• [Materials provided]:

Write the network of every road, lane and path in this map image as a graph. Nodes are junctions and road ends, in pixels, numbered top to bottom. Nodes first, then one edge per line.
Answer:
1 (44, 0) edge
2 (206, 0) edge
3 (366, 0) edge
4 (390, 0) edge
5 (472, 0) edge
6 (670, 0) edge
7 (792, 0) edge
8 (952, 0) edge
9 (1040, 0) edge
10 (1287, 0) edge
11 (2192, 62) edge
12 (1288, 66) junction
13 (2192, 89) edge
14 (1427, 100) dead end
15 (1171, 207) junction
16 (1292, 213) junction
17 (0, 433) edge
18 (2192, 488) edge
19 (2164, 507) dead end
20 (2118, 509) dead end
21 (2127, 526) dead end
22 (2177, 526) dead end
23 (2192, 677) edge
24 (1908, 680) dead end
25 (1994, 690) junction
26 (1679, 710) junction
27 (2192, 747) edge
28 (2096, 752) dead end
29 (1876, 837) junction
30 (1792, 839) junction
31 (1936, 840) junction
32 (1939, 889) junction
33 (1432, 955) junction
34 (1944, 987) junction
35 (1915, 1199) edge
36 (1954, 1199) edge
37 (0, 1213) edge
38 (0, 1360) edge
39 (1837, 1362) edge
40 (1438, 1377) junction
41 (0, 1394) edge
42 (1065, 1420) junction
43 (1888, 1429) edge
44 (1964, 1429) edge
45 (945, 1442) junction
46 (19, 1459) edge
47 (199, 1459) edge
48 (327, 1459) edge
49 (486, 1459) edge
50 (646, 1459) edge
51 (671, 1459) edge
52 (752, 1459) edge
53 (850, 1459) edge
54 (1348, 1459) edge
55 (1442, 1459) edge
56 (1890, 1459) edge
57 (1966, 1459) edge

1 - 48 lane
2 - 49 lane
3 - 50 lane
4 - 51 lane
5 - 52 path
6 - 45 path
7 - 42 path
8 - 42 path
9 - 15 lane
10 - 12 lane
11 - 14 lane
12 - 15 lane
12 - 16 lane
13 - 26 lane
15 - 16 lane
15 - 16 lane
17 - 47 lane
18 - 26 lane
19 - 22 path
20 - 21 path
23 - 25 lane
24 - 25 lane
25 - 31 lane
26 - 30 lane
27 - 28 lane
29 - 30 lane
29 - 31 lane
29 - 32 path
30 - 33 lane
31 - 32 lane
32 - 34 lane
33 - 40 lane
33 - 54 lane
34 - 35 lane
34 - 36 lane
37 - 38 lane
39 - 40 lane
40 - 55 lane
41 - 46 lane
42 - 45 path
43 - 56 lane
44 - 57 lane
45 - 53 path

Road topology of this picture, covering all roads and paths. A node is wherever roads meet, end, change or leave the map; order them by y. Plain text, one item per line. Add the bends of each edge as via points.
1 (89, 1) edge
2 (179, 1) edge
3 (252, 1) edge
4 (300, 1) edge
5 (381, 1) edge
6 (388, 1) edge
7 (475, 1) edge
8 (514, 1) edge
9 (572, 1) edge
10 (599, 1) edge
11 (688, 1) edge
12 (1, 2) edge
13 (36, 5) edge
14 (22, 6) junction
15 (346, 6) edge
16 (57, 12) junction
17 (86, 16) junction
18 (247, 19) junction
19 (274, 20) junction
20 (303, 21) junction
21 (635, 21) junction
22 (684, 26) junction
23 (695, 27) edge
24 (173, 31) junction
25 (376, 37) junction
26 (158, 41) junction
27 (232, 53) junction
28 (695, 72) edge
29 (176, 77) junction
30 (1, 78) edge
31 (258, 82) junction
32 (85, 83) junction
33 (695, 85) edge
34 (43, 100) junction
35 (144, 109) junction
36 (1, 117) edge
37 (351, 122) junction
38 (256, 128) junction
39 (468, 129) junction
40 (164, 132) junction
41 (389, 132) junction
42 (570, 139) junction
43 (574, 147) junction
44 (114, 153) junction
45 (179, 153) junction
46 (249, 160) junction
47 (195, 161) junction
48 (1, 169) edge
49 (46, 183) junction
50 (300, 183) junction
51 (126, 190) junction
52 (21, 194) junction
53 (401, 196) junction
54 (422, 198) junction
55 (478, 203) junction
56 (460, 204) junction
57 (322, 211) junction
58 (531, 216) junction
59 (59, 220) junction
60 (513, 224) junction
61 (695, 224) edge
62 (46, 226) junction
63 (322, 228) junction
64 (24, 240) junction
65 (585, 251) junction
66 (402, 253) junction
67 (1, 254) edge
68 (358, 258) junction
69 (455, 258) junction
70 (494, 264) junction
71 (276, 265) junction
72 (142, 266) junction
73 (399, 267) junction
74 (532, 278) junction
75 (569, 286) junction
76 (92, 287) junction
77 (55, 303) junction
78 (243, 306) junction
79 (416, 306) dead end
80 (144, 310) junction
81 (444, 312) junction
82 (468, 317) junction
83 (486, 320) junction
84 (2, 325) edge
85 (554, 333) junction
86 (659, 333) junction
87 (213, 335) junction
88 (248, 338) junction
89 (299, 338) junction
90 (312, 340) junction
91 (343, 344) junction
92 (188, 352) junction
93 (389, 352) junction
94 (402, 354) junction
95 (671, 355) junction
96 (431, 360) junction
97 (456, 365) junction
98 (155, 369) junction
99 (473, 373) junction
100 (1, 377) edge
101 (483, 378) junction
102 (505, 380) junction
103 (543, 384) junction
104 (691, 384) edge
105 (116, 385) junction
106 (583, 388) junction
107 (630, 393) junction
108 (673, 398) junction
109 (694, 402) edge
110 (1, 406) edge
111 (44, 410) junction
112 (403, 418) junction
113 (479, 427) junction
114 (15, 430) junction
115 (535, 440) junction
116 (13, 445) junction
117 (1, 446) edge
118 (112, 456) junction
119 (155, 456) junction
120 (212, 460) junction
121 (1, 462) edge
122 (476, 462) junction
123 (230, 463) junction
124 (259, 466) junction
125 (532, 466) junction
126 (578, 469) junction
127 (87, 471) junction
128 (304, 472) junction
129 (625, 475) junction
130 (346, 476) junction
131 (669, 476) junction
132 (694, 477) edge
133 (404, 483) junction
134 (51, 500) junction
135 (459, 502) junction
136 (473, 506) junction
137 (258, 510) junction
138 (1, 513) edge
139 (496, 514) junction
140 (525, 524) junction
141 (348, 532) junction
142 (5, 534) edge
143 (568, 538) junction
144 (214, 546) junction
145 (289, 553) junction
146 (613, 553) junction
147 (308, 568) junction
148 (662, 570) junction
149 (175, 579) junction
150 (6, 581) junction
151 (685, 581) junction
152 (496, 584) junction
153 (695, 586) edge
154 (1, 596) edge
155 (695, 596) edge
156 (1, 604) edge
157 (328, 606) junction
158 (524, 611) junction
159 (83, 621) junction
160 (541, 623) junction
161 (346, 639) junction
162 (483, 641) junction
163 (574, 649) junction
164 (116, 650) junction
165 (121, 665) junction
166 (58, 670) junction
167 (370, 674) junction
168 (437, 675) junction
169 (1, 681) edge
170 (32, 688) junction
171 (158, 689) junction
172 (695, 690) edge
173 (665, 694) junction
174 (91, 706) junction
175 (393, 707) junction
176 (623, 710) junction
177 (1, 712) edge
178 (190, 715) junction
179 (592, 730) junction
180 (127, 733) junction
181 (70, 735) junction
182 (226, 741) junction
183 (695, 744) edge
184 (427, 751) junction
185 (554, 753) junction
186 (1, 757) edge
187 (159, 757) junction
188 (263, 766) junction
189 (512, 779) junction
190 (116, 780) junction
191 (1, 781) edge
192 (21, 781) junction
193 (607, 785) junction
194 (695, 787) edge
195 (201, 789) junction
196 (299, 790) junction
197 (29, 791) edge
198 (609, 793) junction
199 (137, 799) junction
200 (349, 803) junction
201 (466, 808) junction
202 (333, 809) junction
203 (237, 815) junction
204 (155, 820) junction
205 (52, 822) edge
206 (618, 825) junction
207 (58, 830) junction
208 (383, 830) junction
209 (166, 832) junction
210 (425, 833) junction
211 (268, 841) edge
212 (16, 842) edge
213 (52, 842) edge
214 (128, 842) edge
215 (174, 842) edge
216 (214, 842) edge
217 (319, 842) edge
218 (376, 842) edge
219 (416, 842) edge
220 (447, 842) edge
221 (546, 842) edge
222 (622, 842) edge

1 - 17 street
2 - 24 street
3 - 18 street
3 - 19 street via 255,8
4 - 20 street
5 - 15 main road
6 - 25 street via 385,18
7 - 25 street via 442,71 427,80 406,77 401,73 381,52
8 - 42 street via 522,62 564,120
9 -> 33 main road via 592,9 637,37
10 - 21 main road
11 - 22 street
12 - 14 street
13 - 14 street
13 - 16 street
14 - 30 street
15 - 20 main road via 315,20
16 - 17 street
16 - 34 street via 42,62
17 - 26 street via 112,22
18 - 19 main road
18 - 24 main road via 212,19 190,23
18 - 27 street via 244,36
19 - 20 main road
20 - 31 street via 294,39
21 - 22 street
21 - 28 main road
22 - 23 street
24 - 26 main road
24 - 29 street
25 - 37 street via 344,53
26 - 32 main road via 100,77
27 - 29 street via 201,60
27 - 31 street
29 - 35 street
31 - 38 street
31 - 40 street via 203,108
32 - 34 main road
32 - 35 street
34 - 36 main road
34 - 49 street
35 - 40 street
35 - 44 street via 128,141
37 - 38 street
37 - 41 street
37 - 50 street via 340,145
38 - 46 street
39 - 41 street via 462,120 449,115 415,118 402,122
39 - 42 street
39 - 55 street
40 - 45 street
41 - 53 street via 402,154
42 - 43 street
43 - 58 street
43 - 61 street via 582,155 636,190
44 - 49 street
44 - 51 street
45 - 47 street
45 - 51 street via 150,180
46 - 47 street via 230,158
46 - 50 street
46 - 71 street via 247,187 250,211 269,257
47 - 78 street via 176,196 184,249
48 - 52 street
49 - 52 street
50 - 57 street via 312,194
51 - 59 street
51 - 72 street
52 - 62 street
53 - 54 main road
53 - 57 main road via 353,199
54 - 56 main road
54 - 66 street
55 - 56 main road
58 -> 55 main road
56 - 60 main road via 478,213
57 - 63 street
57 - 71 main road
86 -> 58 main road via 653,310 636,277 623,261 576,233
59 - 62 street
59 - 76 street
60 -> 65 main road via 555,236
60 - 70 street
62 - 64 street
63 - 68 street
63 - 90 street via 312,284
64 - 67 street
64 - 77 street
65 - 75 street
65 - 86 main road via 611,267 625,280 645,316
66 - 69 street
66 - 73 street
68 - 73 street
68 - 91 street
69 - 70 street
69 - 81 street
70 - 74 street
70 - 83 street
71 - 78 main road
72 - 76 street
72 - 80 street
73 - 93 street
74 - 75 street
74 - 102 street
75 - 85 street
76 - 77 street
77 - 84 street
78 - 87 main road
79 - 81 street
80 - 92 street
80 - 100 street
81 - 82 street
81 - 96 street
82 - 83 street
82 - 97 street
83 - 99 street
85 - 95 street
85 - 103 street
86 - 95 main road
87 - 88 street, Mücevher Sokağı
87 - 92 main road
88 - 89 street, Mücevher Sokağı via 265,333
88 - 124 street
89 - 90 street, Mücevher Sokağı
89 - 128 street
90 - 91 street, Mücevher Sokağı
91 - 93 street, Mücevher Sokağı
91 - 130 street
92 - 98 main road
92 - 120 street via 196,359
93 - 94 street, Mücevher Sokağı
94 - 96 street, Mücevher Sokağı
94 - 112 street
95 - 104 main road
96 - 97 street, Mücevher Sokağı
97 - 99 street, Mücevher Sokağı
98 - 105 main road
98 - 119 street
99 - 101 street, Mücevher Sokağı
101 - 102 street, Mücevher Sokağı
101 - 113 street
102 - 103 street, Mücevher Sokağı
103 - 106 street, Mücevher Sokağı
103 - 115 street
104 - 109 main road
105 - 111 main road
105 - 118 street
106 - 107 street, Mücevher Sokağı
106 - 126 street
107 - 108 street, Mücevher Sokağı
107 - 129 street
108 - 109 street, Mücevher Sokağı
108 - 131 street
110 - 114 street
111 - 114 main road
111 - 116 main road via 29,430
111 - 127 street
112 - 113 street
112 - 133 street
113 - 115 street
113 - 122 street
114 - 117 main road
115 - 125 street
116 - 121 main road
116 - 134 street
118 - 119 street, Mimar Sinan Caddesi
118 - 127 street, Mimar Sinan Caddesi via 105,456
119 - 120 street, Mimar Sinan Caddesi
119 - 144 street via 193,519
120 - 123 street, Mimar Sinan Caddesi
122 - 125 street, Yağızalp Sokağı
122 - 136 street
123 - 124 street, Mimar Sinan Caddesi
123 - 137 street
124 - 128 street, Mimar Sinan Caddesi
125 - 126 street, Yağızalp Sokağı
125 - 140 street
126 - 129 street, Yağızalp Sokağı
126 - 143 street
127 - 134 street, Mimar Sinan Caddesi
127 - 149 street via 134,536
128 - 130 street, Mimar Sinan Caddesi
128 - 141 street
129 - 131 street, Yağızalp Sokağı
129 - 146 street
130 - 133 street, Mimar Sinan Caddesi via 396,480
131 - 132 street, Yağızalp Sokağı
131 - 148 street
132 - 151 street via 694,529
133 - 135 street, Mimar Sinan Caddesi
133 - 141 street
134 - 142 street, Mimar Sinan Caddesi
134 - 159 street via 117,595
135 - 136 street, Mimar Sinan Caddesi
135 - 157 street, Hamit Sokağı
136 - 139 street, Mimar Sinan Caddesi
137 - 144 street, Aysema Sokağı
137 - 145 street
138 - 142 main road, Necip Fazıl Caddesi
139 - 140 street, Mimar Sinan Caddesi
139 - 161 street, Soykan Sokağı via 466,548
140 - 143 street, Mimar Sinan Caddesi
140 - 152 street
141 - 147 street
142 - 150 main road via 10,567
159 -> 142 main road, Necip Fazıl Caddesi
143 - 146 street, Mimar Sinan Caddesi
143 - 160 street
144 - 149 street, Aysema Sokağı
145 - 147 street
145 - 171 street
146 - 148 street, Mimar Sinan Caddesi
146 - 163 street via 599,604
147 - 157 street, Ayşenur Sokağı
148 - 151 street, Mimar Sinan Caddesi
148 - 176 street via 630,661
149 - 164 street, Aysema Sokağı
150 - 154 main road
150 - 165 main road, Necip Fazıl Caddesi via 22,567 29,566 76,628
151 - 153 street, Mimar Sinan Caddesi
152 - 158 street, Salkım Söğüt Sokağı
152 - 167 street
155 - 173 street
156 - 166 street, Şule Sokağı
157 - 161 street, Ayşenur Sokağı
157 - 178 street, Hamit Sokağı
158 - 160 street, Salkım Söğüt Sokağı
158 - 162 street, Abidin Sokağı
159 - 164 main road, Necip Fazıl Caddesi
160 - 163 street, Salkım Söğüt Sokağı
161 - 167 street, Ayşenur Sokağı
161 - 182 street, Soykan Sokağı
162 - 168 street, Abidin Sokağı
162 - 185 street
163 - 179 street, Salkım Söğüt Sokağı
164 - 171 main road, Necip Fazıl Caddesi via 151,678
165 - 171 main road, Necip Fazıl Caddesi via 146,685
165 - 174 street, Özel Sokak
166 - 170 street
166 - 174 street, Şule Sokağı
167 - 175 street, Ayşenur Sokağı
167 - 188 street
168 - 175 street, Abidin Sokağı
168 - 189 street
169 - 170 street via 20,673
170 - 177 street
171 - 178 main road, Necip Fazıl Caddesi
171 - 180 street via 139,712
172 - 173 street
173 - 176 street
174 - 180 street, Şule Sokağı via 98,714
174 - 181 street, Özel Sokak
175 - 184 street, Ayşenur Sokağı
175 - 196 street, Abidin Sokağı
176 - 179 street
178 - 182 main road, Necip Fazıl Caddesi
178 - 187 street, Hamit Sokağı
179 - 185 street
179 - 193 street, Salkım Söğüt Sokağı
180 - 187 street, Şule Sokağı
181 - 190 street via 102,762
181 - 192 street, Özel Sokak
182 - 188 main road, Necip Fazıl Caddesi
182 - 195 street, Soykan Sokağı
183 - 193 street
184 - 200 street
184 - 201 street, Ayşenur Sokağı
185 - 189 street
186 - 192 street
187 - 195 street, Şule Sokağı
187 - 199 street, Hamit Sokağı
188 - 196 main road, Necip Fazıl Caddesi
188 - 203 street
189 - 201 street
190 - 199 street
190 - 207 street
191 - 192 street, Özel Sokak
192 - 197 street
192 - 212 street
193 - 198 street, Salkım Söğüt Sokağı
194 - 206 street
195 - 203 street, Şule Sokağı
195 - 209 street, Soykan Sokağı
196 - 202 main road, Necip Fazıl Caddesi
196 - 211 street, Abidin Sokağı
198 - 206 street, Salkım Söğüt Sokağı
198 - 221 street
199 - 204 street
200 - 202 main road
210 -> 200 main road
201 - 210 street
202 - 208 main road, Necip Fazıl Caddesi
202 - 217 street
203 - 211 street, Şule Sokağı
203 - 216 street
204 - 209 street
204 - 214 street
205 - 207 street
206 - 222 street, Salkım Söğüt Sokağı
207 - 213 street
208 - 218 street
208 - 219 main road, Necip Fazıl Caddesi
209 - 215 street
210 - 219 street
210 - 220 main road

• [Instructions to follow]:
What lines above contain the string "Aysema"? Copy all of them.

• [Output below]:
137 - 144 street, Aysema Sokağı
144 - 149 street, Aysema Sokağı
149 - 164 street, Aysema Sokağı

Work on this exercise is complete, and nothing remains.